Task requirements:
Set down every entry exactly as given. Pictures are to be left out.

Supplied data:
::::::::

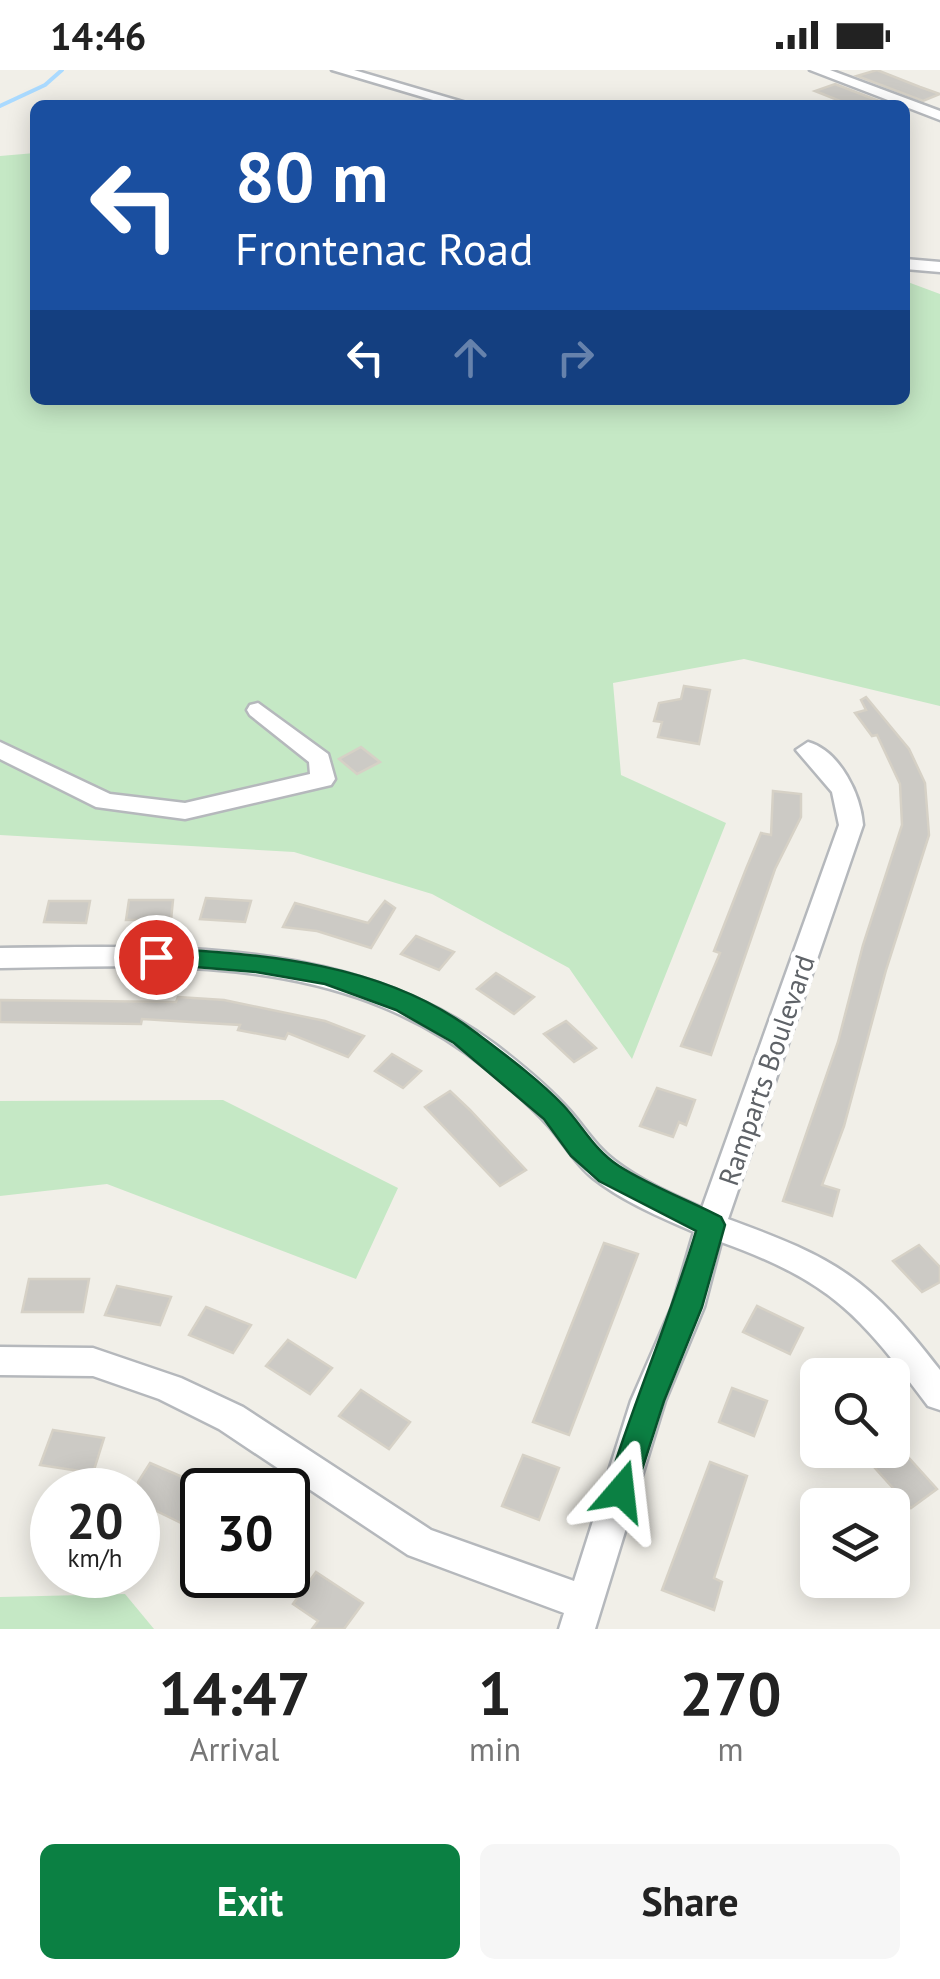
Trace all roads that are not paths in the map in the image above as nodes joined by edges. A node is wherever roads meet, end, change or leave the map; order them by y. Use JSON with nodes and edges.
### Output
{"nodes":[{"id":1,"x":339,"y":70,"type":"edge"},
{"id":2,"x":817,"y":70,"type":"edge"},
{"id":3,"x":448,"y":100,"type":"edge"},
{"id":4,"x":897,"y":100,"type":"edge"},
{"id":5,"x":910,"y":105,"type":"edge"},
{"id":6,"x":940,"y":116,"type":"edge"},
{"id":7,"x":910,"y":264,"type":"edge"},
{"id":8,"x":940,"y":267,"type":"edge"},
{"id":9,"x":258,"y":710,"type":"dead end"},
{"id":10,"x":0,"y":750,"type":"edge"},
{"id":11,"x":808,"y":750,"type":"dead end"},
{"id":12,"x":0,"y":958,"type":"edge"},
{"id":13,"x":711,"y":1225,"type":"junction"},
{"id":14,"x":0,"y":1361,"type":"edge"},
{"id":15,"x":940,"y":1395,"type":"edge"},
{"id":16,"x":581,"y":1616,"type":"edge"}],
"edges":[{"from":1,"to":3,"type":"street"},
{"from":2,"to":4,"type":"street"},
{"from":5,"to":6,"type":"street"},
{"from":7,"to":8,"type":"street"},
{"from":9,"to":10,"type":"street"},
{"from":11,"to":13,"type":"street","name":"Ramparts Boulevard"},
{"from":12,"to":13,"type":"street"},
{"from":13,"to":15,"type":"street"},
{"from":13,"to":16,"type":"street","name":"Ramparts Boulevard"},
{"from":14,"to":16,"type":"street"}]}
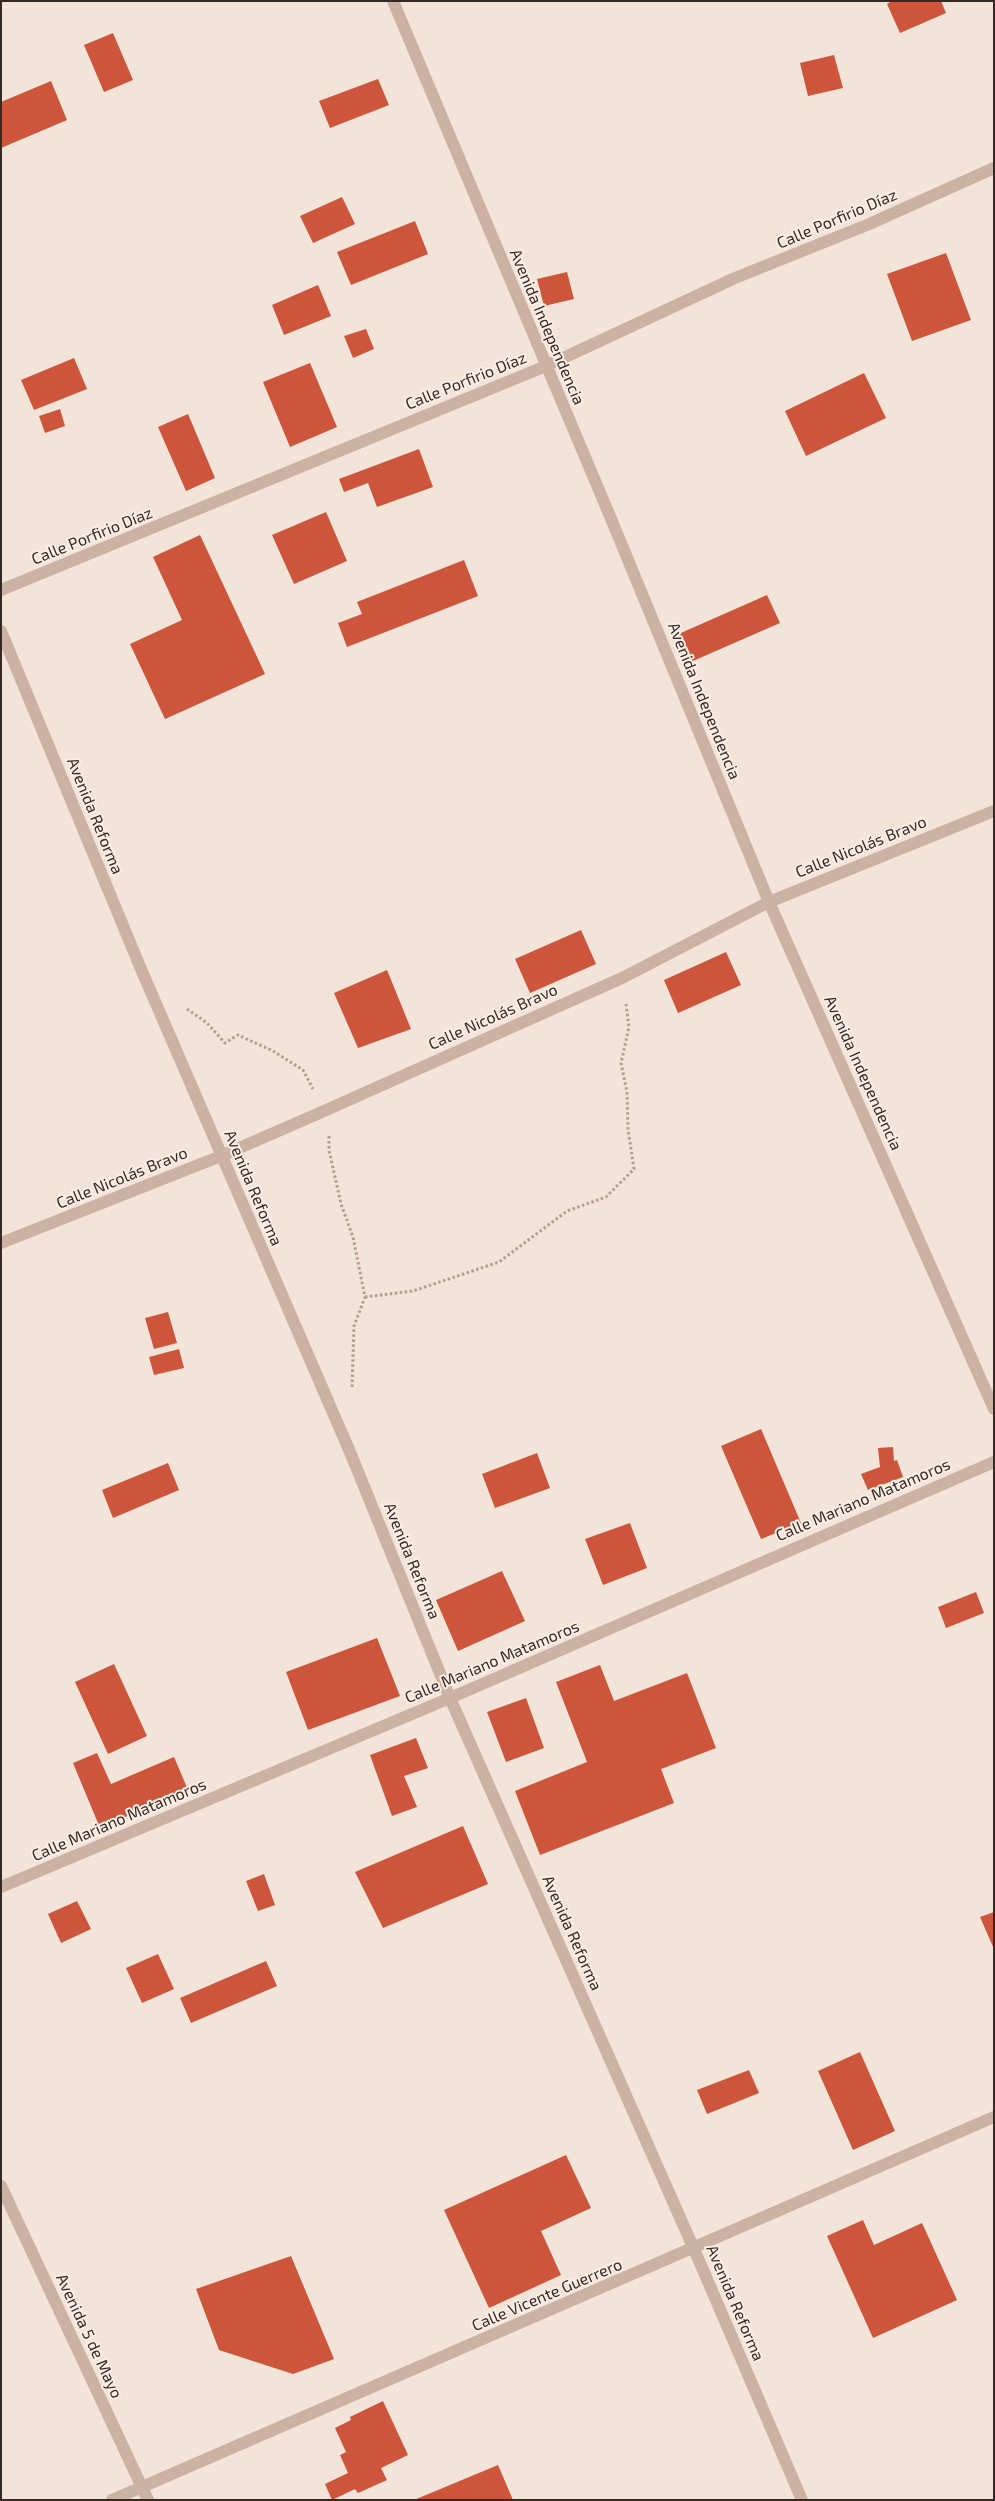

::::::::

Response area:
Trace all roads that are not paths in the map in the image above as nodes joined by edges. A node is wherever roads meet, end, change or leave the map; order them by y. Use JSON with nodes and edges.
### Output
{"nodes":[{"id":1,"x":339,"y":70,"type":"edge"},
{"id":2,"x":817,"y":70,"type":"edge"},
{"id":3,"x":448,"y":100,"type":"edge"},
{"id":4,"x":897,"y":100,"type":"edge"},
{"id":5,"x":910,"y":105,"type":"edge"},
{"id":6,"x":940,"y":116,"type":"edge"},
{"id":7,"x":910,"y":264,"type":"edge"},
{"id":8,"x":940,"y":267,"type":"edge"},
{"id":9,"x":258,"y":710,"type":"dead end"},
{"id":10,"x":0,"y":750,"type":"edge"},
{"id":11,"x":808,"y":750,"type":"dead end"},
{"id":12,"x":0,"y":958,"type":"edge"},
{"id":13,"x":711,"y":1225,"type":"junction"},
{"id":14,"x":0,"y":1361,"type":"edge"},
{"id":15,"x":940,"y":1395,"type":"edge"},
{"id":16,"x":581,"y":1616,"type":"edge"}],
"edges":[{"from":1,"to":3,"type":"street"},
{"from":2,"to":4,"type":"street"},
{"from":5,"to":6,"type":"street"},
{"from":7,"to":8,"type":"street"},
{"from":9,"to":10,"type":"street"},
{"from":11,"to":13,"type":"street","name":"Ramparts Boulevard"},
{"from":12,"to":13,"type":"street"},
{"from":13,"to":15,"type":"street"},
{"from":13,"to":16,"type":"street","name":"Ramparts Boulevard"},
{"from":14,"to":16,"type":"street"}]}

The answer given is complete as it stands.